The Good Soldier LMeyerov: June 2008

Wednesday, June 25, 2008

A Day in the Life

I'm still ruminating over the implications of my day. Presented chronologically; I claim no objectivity.

chicken & eggplant chinese leftovers while reviewing 0-CFA
discussed the shift from denotational to constraint-based presentations of type systems
looked at a PLer's take on string theory
jointly critiqued another's critique of the metasystem of his metalanguage
met in order to schedule a meeting around a soccer (AKA football) match
chase citations (Kahn networks, Lustre/clock-calculus driven compilation, some other goodies..)
ginger & garlic (pepper, really) soup, spiced with more papers
chance encounter to briefly discuss speculative sand-boxes
summarized ~150 bug reports from 2006

Relatively significant fragments may have been omitted. Sometimes, I wonder...

Friday, June 20, 2008

Taking Advantage of Statistics in Runtimes

Michael Bond presented for us, as part of his overall talk, a very neat paper on using basic statistics (... more like probability at this level) to improve space or time properties of runtime representations of program properties at the expense of precision.

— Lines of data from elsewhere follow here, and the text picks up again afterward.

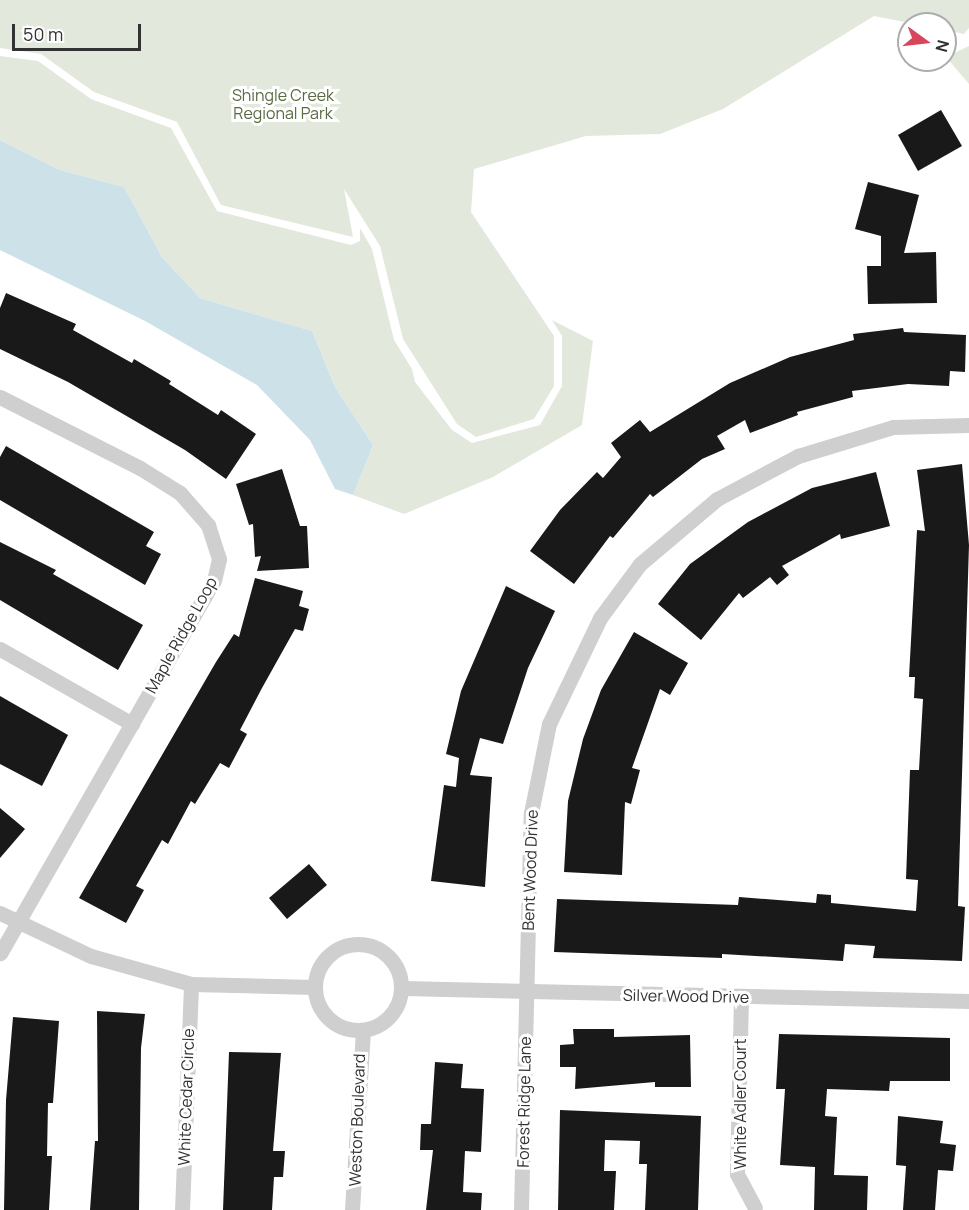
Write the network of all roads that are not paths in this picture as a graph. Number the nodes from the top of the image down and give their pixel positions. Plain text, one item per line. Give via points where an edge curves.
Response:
1 (0, 397) edge
2 (969, 425) edge
3 (0, 649) edge
4 (132, 724) junction
5 (0, 913) edge
6 (18, 923) junction
7 (0, 953) edge
8 (191, 984) junction
9 (315, 987) junction
10 (403, 988) junction
11 (527, 993) junction
12 (741, 997) junction
13 (969, 1001) edge
14 (363, 1031) junction
15 (755, 1208) dead end
16 (182, 1210) edge
17 (352, 1210) edge
18 (521, 1210) edge

1 - 4 street, Maple Ridge Loop via 140,468 180,493 208,525 219,559 214,580
2 - 11 street, Bent Wood Drive via 893,427 798,456 717,500 640,564 600,618 549,724 531,813
3 - 4 street
4 - 6 street, Maple Ridge Loop
5 - 6 street
6 - 7 street, Maple Ridge Loop
6 - 8 street via 91,956
8 - 9 street
8 - 16 street, White Cedar Circle
9 - 10 street via 321,963 329,954 341,946 361,943 385,951 398,968
9 - 14 street via 320,1007 329,1019 341,1028
10 - 11 street, Silver Wood Drive
10 - 14 street via 399,1005 386,1021
11 - 12 street, Silver Wood Drive
11 - 18 street, Forest Ridge Lane
12 - 13 street, Silver Wood Drive
12 - 15 street, White Adler Court via 737,1174
14 - 17 street, Weston Boulevard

For example, in a long-running program, we may want to know what objects have been around for awhile, and, often, it would help to know at what line of code they were allocated. This would give us an idea of where to find many dangerous memory leaks. So the goal is, given a set of objects in the runtime, if a bunch of them came from the same call-site, have a pretty good idea that this is the case. One way would be, when the object is instantiated, randomly (with some distribution) decide whether to include this information in the object's header. However, this is undesirable implementation-wise (heterogeneous object headers). What's more, as the number of objects being examined shrinks, we suffer from a high variance in information. An alternative that circumvents both of these drawbacks is to use 1 bit of every object header (... which would likely have to have been used anyways in a heterogeneous approach) to encode a bit of information about every object.

We first parameterize our labeling mechanism by, for very address, creating a mapping from call-site to booleans. This is a somewhat arbitrary mapping, but the important part is that address is (less than) psuedo-random, and we want mappings from call-sites to booleans to be randomly permuted based on this address.

f: Address -> Call-site -> Boolean

Whenever an allocation for some object occurs, we can then label the header of the object:

function label (address, call-site) = (f(address))(call-site)
...
//third allocation site for some object foo
... o = new foo()
... o.tag = label(address(o), 3)
...

Later, when we have a set of objects, we can start asking questions about most likely call-sites, under the assumption that, in a leak, there's a good chance that leaked objects came from the same call-site.

For each call-site c_i:

count_i = |{objects | label(address(o), c_i) = o.tag}|

Call-sites with high counts are likely to be the culprits. At this point, you can do fancier things to (cheaply) get back precision. For example, for every call-site, you may record how many times it was used, which has a fixed space cost and cheap time cost, and figure out some similar estimate for deallocations, which would let you deal with the alignment problem a bit better.

However, the more important lesson is that, when we don't need 100% precision in an analysis, it might make sense to look at lowering space or time costs by using probabilistic representations. Michael has another paper on 'probabilistic calling contexts' looking at another application of this idea. Most of my interests in statistical approaches, so far, have been in novel ways of exploring behavior (bottleneck analysis, likely violated implicit invariants, etc) - I had not really thought about implications on runtime representations before.

Wednesday, June 18, 2008

Distractions

A very distracting day:

Ras and I met with John Ousterhout (hurray Tcl!) to find we're taking almost completely opposite paths on our respective projects, yet almost completely agree on motivations and goals. Side note: I want Electric Cloud to integrate into ANT/SVN and run on EC2 :D
Reading group day (axiomatic semantics, data flow as abstract interpretation, and Self)
Instead of manually implementing some application consistency work, I decided to finally buckle down and understand some of the bidirectional programming work at Penn. and am finding the papers to be incredibly clearly written. However, it's a subtle topic: ... the papers understate the broad applications and motivation of the work, and it personally took hitting certain problems and trying to encode solutions to see the point of some of it.

Foundations: Combinators for bidirectional tree transformations: A linguistic approach to the view-update problem.
The idea is generally applicable: Relational Lenses: A Language for Updateable Views
On deck: Exploiting Schemas in Data Synchronization

Hopefully I'll stop with the distractions soon... Raluca should be back and the web needs parallelizing :)